Many CSols clients realize value before implementation by following our process improvement recommendations. These changes can be as simple as relocating the sample drop-off area or re-formatting a report.
Pre-LIMS or –ELN process improvements are not always that straightforward, however.
Automating an improved process is a better strategy than applying LIMS or ELN to clunky processes. For example, users will get more value out of an optimized LIMS form than they will if you just automate a paper form that doesn’t work well.
Process improvements require some planning on the part of your team to optimize the process, perform dry runs, and manage the change. These are one-time upfront costs that will pay dividends over the life of your LIMS or ELN.
The LIMS and ELN planning process can be daunting, especially if you have to make many process improvements before you can begin your implementation. The best way to avoid feeling overwhelmed is to have a plan and stick with it. Before you can develop a detailed project plan, you should have a laboratory informatics roadmap to guide you through the LIMS or ELN selection and implementation process. Your lab informatics roadmap should define high-level timelines for process improvement initiatives and any parallel projects that support the future LIMS or ELN, like updating your wireless network.
Once you have agreement on your roadmap, continue to stay on track with a tightly defined scope. It is tempting to get distracted with a new system’s bells and whistles, but remain focused on what your team has designated as high-value. Yes, LIMS can automatically decrement the exact amount of mobile phase the HPLC pulls from the bottle, but that is a costly configuration if all you need to know is how many bottles of mobile phase you have left.

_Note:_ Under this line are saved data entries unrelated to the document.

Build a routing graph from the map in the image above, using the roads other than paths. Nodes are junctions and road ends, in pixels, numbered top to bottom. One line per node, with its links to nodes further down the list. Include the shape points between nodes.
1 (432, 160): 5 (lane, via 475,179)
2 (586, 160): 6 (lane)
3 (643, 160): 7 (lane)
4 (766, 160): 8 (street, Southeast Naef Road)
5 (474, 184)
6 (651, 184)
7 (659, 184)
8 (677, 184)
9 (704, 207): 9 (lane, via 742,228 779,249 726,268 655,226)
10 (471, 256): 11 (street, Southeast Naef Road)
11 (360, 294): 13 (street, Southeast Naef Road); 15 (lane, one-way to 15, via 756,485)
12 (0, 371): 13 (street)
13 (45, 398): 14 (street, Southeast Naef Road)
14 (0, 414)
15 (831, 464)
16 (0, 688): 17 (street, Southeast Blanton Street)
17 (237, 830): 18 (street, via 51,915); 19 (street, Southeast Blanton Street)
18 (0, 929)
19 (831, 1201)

One of the items your roadmap should account for is validation—and even if you are not in a regulated environment, you should plan some time into your implementation and deployment for user testing. CSols often joins projects in late phases because clients did not plan adequate time for validation and testing. LIMS and ELN clients often underestimate how much time it takes to create test scripts, execute testing, and generate validation documentation.
At the very beginning of your project, work with your quality and validation teams to make sure your LIMS or ELN project is aligned with your enterprise-wide and local validation programs. The amount of time validation will take depends on many factors. The regulatory environment, how much of the OOTB configuration changed, and the intricacy of instrument integrations can all impact the complexity of the validation and how much time it will require.
If your organization does not have an overarching validation program, institute a validation program during the planning stages. Waiting until everything else is finished to start thinking about validation will take more time and cost more money. Keep validation needs front-of-mind during the planning stages of your project to avoid delays and costly overruns.
Consider the business reasons for why your lab exists and make sure that you address non-lab stakeholders during your LIMS or ELN planning process. The following groups of stakeholders should be included when gathering requirements, vetting functionality, and performing user testing.
Make sure you understand the needs of all the people who need samples tested so your new system will accommodate all types of incoming work. There are countless possible scenarios for accommodating lab work requestors and automating the work request process; the best way to determine what meets your needs and how those processes could be automated is a thorough understanding of your work requestors and a laboratory informatics needs assessment.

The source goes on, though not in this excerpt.